Using a single standalone-backend run in initdb (was Re: Bootstrap DATA is a pita)

From: Tom Lane <tgl(at)sss(dot)pgh(dot)pa(dot)us>
To: pgsql-hackers(at)postgresql(dot)org
Cc: Mark Dilger <hornschnorter(at)gmail(dot)com>, Caleb Welton <cwelton(at)pivotal(dot)io>, Alvaro Herrera <alvherre(at)2ndquadrant(dot)com>
Subject: Using a single standalone-backend run in initdb (was Re: Bootstrap DATA is a pita)
Date: 2015-12-12 22:31:49
Message-ID: 2098.1449959509@sss.pgh.pa.us
Views: Raw Message | Whole Thread | Download mbox | Resend email
Thread:
Lists: pgsql-hackers

I wrote:
> BTW, there's another thing I'd like to see improved in this area, which is
> a problem already but will get a lot worse if we push more work into the
> post-bootstrap phase of initdb. That is that the post-bootstrap phase is
> both inefficient and impossible to debug. If you've ever had a failure
> there, you'll have seen that the backend spits out an entire SQL script
> and says there's an error in it somewhere; that's because it gets the
> whole per-stage script as one submission. (Try introducing a syntax error
> somewhere in information_schema.sql, and you'll see what I mean.)
> Breaking the stage scripts down further would help, but that is
> unattractive because each one requires a fresh backend startup/shutdown,
> including a full checkpoint. I'd like to see things rejiggered so that
> there's only one post-bootstrap standalone backend session that performs
> all the steps, but initdb feeds it just one SQL command at a time so that
> errors are better localized. That should both speed up initdb noticeably
> and make debugging easier.

I thought this sounded like a nice lazy-Saturday project, so I started
poking at it, and attached is a WIP patch. The core issue that has to
be dealt with is that standalone-backend mode currently has just two
rules for deciding when to stop collecting input and execute the command
buffer, and they both suck:

1. By default, execute after every newline. (Actually, you can quote
a newline with a backslash, but we don't use that ability anywhere.)

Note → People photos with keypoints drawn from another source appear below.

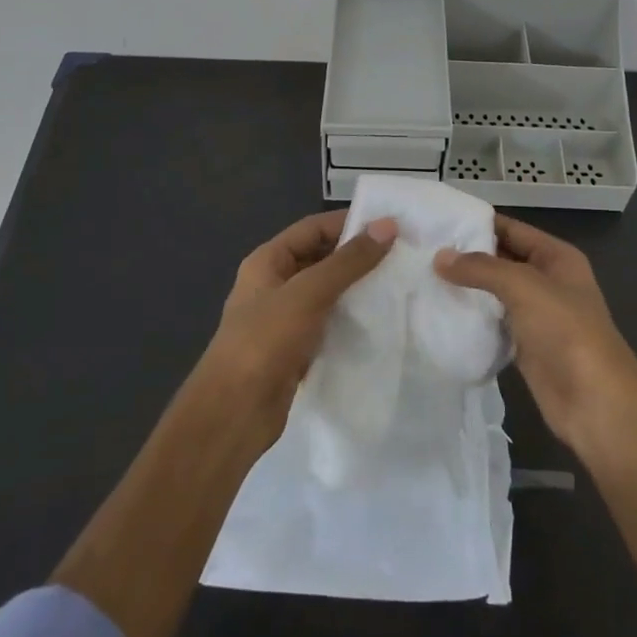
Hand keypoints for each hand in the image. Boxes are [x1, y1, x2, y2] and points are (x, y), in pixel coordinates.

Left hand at [198, 210, 398, 450]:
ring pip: (327, 292)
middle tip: (402, 255)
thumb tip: (387, 225)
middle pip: (321, 258)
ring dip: (357, 288)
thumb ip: (348, 261)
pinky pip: (328, 323)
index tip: (391, 226)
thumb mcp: (308, 293)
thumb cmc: (265, 341)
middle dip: (357, 256)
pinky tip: (380, 321)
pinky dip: (351, 319)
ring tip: (399, 285)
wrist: (234, 412)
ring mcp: (284, 318)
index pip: (313, 228)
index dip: (349, 223)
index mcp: (268, 261)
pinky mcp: (296, 348)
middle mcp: (275, 284)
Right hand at [436, 215, 636, 456]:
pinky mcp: (525, 346)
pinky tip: (441, 313)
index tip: (437, 222)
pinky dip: (472, 318)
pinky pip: (493, 323)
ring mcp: (537, 315)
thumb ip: (481, 268)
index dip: (477, 224)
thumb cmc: (565, 332)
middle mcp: (547, 281)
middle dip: (467, 257)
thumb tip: (440, 257)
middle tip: (422, 252)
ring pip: (495, 293)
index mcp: (556, 257)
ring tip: (423, 279)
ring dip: (467, 289)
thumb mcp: (524, 287)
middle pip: (501, 260)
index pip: (510, 229)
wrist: (595, 403)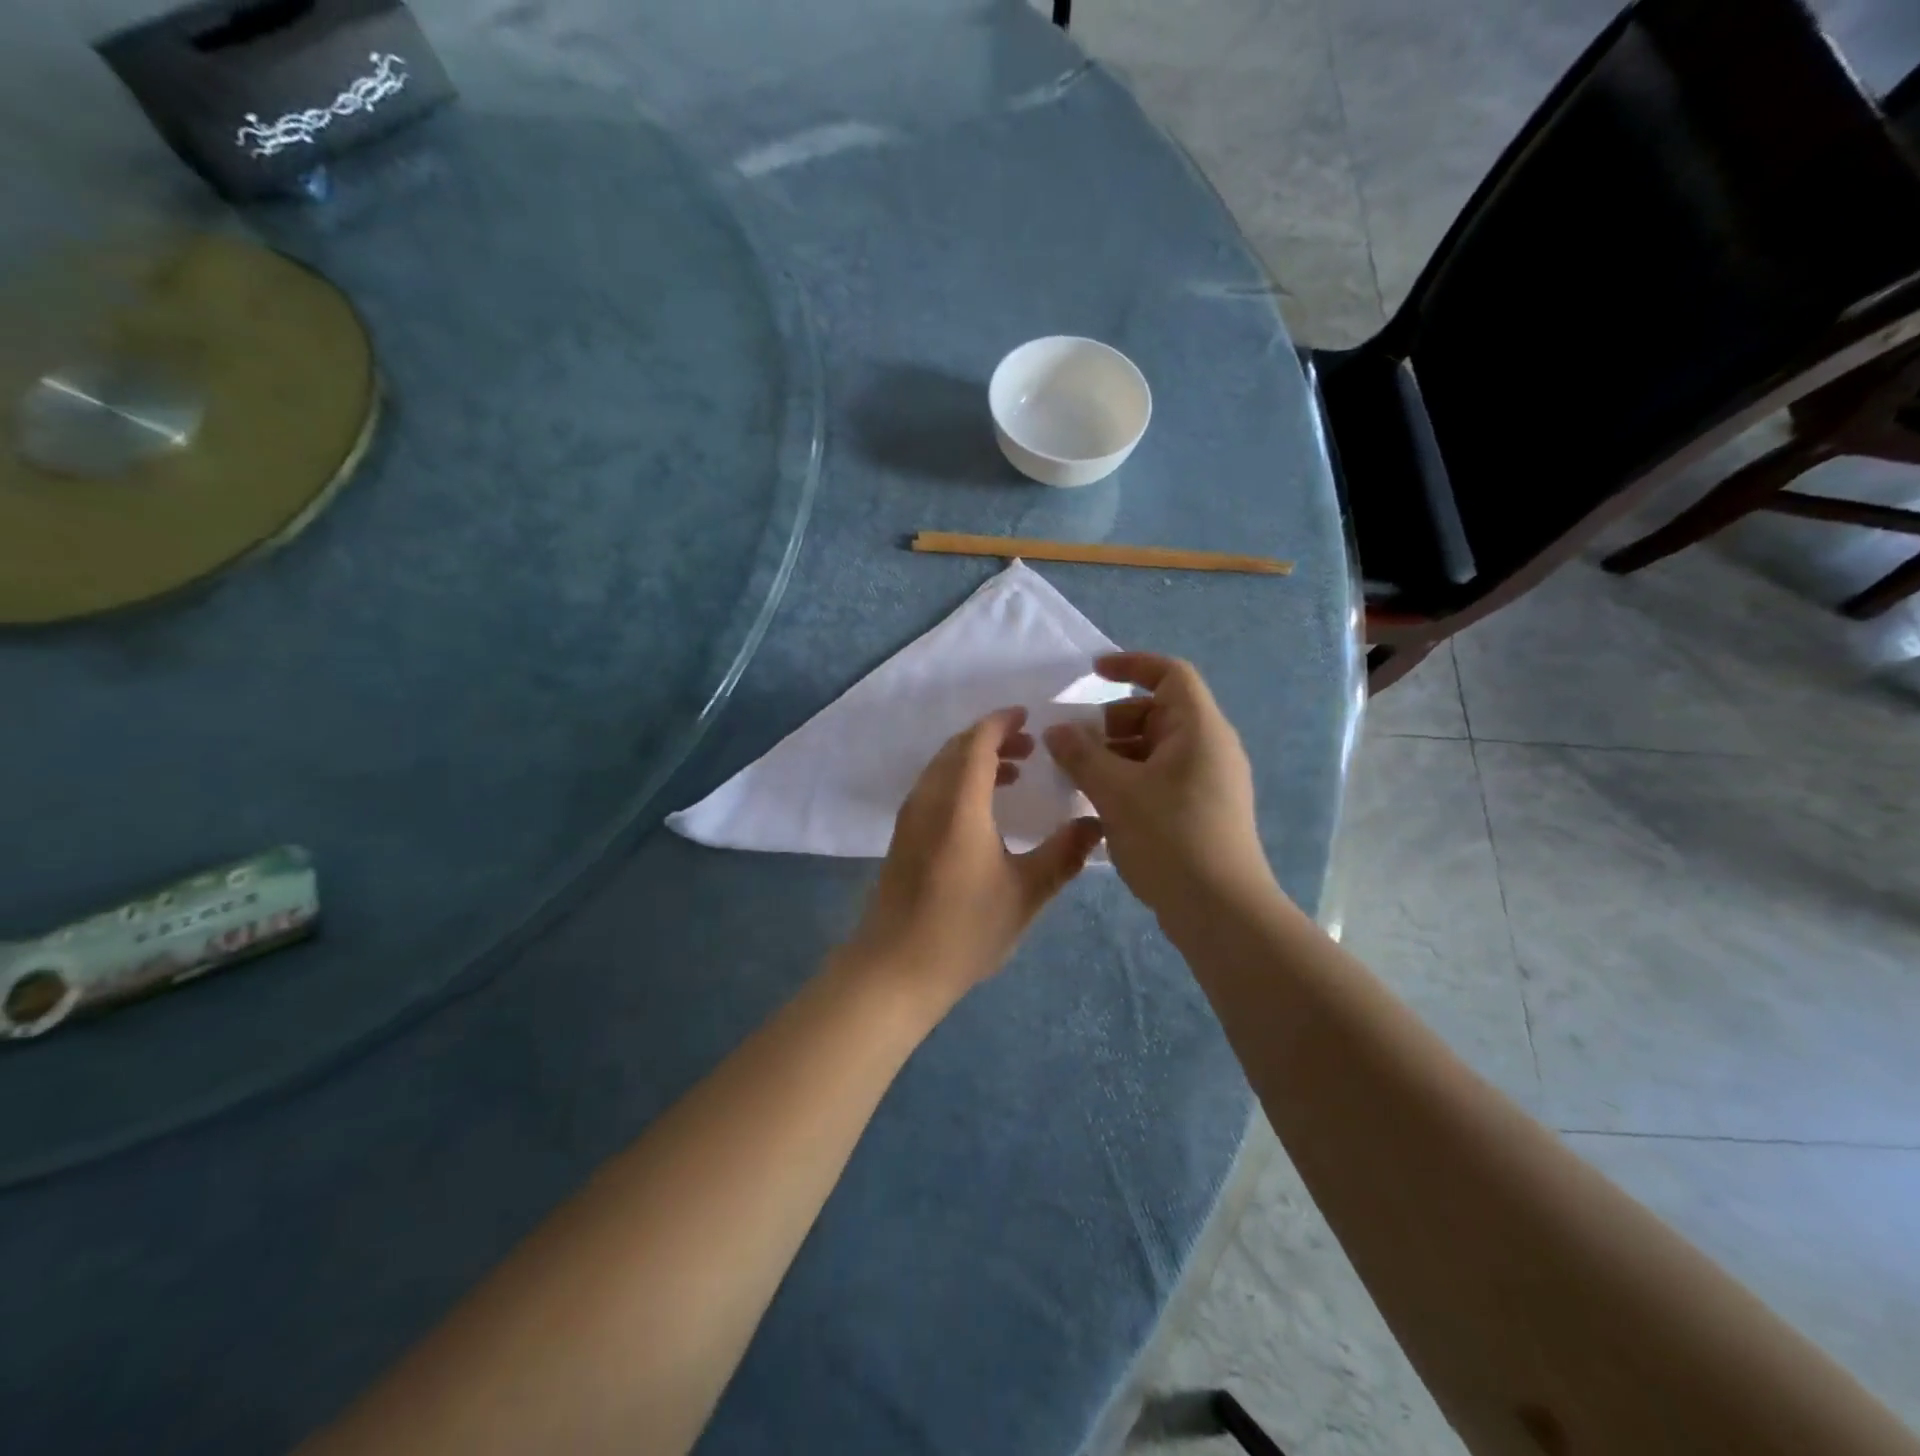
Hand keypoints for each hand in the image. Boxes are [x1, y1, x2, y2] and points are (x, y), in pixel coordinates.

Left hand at [845, 708, 1105, 1014]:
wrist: (895, 969)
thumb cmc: (964, 930)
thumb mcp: (1025, 893)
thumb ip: (1063, 855)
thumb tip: (1096, 824)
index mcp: (958, 804)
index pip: (977, 743)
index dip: (1001, 722)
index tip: (1028, 715)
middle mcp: (928, 800)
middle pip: (956, 749)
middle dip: (992, 738)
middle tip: (1031, 745)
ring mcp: (910, 818)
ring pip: (942, 768)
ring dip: (974, 759)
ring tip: (1014, 772)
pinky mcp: (903, 838)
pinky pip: (932, 788)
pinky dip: (959, 780)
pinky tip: (983, 809)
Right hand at [1043, 653, 1274, 916]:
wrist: (1220, 911)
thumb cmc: (1170, 837)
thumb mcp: (1116, 791)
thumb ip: (1081, 755)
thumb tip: (1057, 730)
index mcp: (1199, 729)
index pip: (1170, 674)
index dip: (1131, 665)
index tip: (1091, 673)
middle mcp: (1208, 748)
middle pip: (1157, 712)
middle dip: (1110, 721)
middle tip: (1072, 743)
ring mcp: (1207, 782)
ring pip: (1154, 749)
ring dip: (1114, 754)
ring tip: (1077, 776)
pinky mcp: (1200, 812)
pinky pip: (1159, 778)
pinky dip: (1128, 779)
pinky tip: (1098, 804)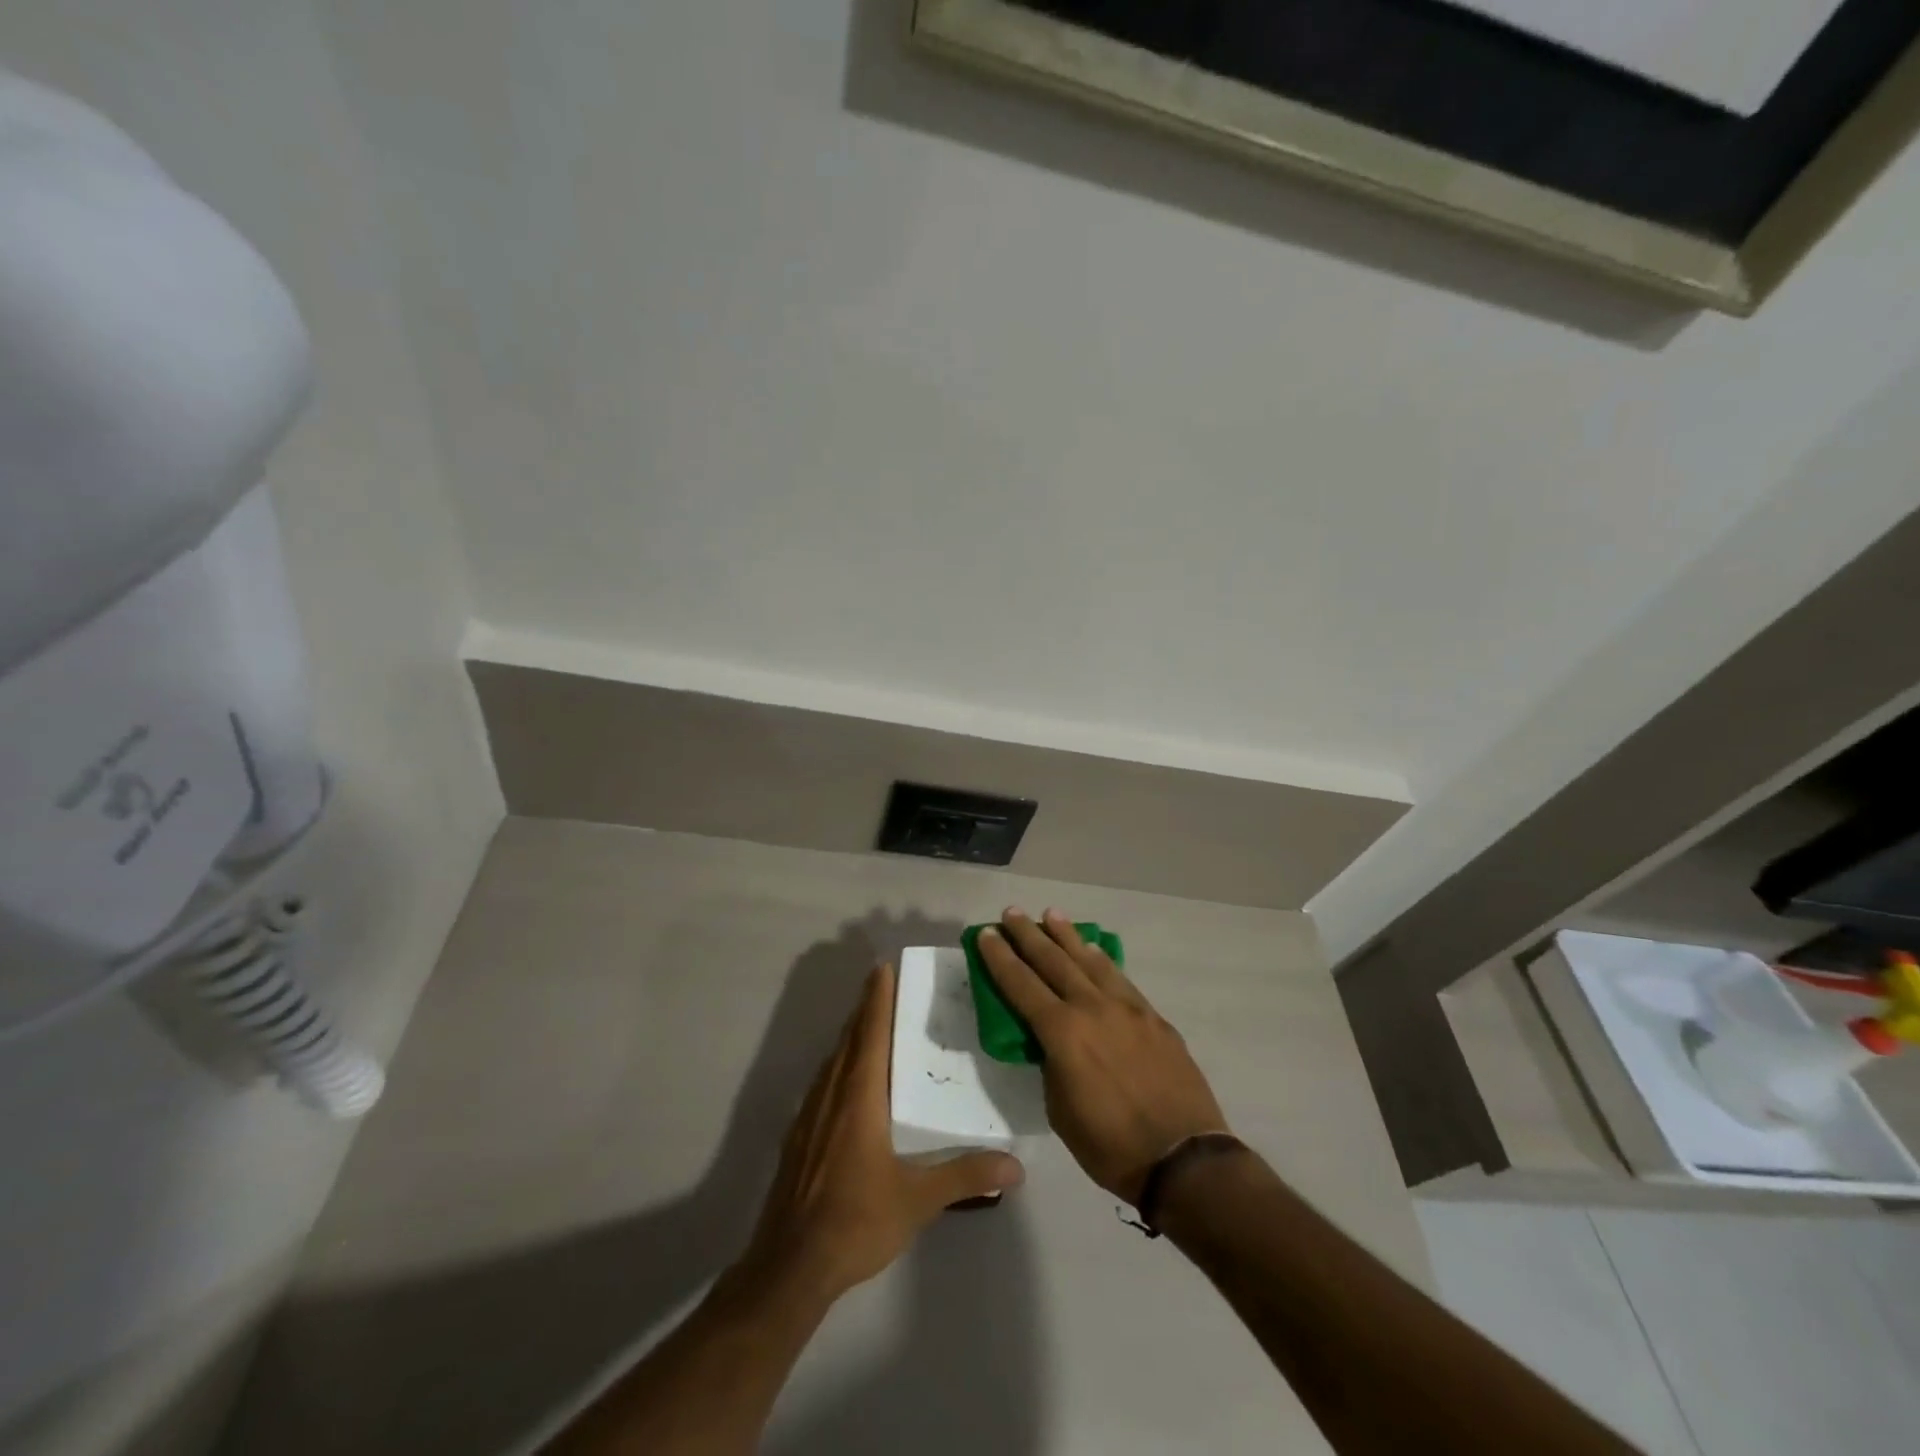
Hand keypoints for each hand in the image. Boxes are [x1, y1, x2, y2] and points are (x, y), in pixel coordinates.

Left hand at [741, 963, 1024, 1301]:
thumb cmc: (855, 1221)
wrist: (790, 1266)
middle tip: (884, 985)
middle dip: (866, 1009)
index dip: (877, 999)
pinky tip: (848, 1082)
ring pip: (833, 1061)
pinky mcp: (799, 1138)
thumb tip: (1016, 1165)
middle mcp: (831, 1095)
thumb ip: (965, 1175)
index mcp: (859, 1097)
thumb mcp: (917, 1200)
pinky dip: (839, 1065)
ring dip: (851, 1036)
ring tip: (871, 1024)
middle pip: (849, 1039)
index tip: (882, 967)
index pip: (870, 1033)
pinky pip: (823, 1084)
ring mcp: (810, 1116)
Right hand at [977, 908, 1228, 1204]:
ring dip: (1067, 936)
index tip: (986, 934)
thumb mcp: (1061, 1111)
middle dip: (1028, 935)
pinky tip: (1093, 951)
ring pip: (1089, 960)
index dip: (1000, 958)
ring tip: (1051, 914)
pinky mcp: (1153, 1016)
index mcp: (1063, 1033)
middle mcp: (1092, 1008)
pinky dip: (1101, 959)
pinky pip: (1119, 977)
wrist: (1184, 1159)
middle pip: (1053, 961)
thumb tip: (1051, 1043)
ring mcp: (1127, 1008)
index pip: (1021, 985)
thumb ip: (1051, 1065)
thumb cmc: (1111, 1146)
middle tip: (1012, 912)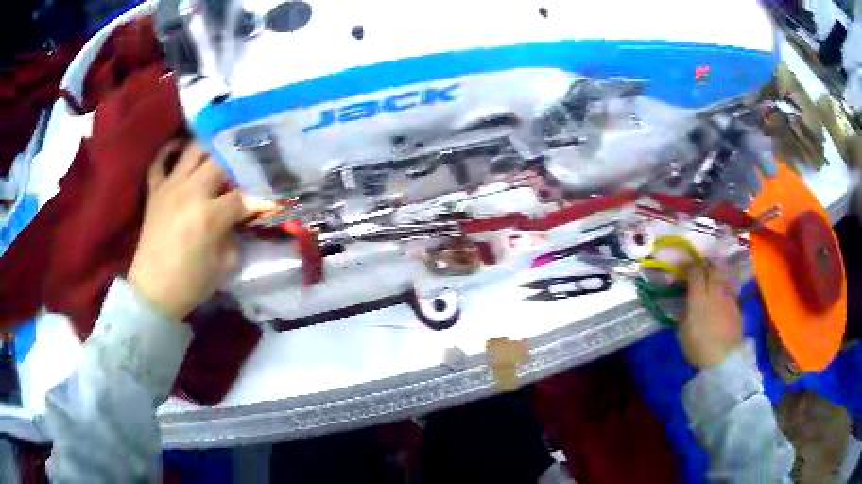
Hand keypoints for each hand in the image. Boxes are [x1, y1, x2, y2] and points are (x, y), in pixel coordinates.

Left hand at [128, 141, 247, 320]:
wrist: (153, 291)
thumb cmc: (191, 283)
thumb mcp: (225, 265)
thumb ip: (237, 234)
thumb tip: (242, 217)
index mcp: (209, 215)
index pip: (243, 196)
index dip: (260, 197)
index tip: (271, 198)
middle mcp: (190, 192)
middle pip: (221, 161)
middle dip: (239, 163)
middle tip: (248, 167)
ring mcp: (170, 187)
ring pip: (194, 150)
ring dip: (211, 149)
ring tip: (222, 152)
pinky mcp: (155, 191)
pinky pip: (160, 161)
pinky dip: (170, 152)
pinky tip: (181, 151)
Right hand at [678, 265, 742, 368]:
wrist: (724, 359)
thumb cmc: (698, 348)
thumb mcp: (683, 333)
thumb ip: (685, 315)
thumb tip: (686, 306)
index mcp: (699, 298)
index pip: (695, 272)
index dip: (690, 267)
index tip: (686, 269)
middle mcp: (715, 293)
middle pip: (713, 270)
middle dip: (707, 268)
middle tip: (702, 272)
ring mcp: (728, 300)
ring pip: (722, 282)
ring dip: (717, 283)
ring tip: (713, 291)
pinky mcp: (737, 309)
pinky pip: (728, 297)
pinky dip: (723, 298)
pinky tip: (721, 308)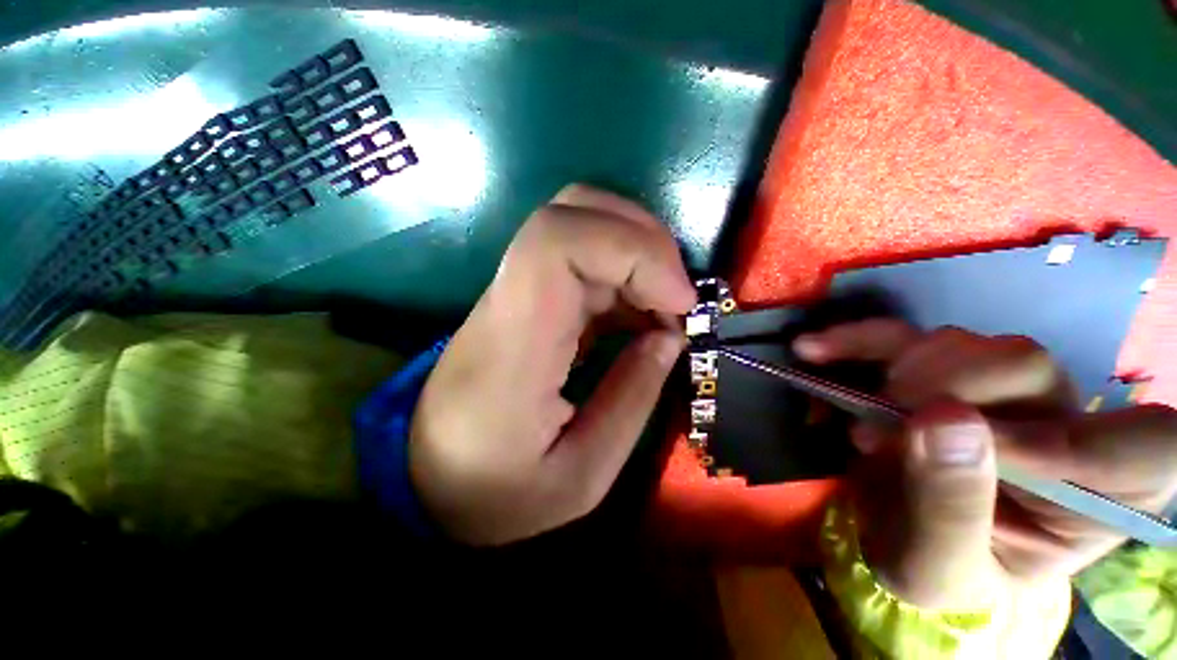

2. With -j, slurp the entire input until EOF, and execute it as one
giant multicommand string.

We're doing #2 to handle information_schema.sql and the other large
SQL scripts that initdb runs, which is why the response to an error in
those scripts is so yucky.

After some experimentation, I came up with the idea of executing any
time that a semicolon followed by two newlines is seen. This nicely
breaks up input like information_schema.sql. There are probably some
residual places where more than one command is executed in a single
string, but we could fix that with some more newlines. Obviously,
this rule is capable of being fooled if you have a newline followed by
a blank line in a comment or quoted literal --- but it turns out that
no such case exists anywhere in initdb's data.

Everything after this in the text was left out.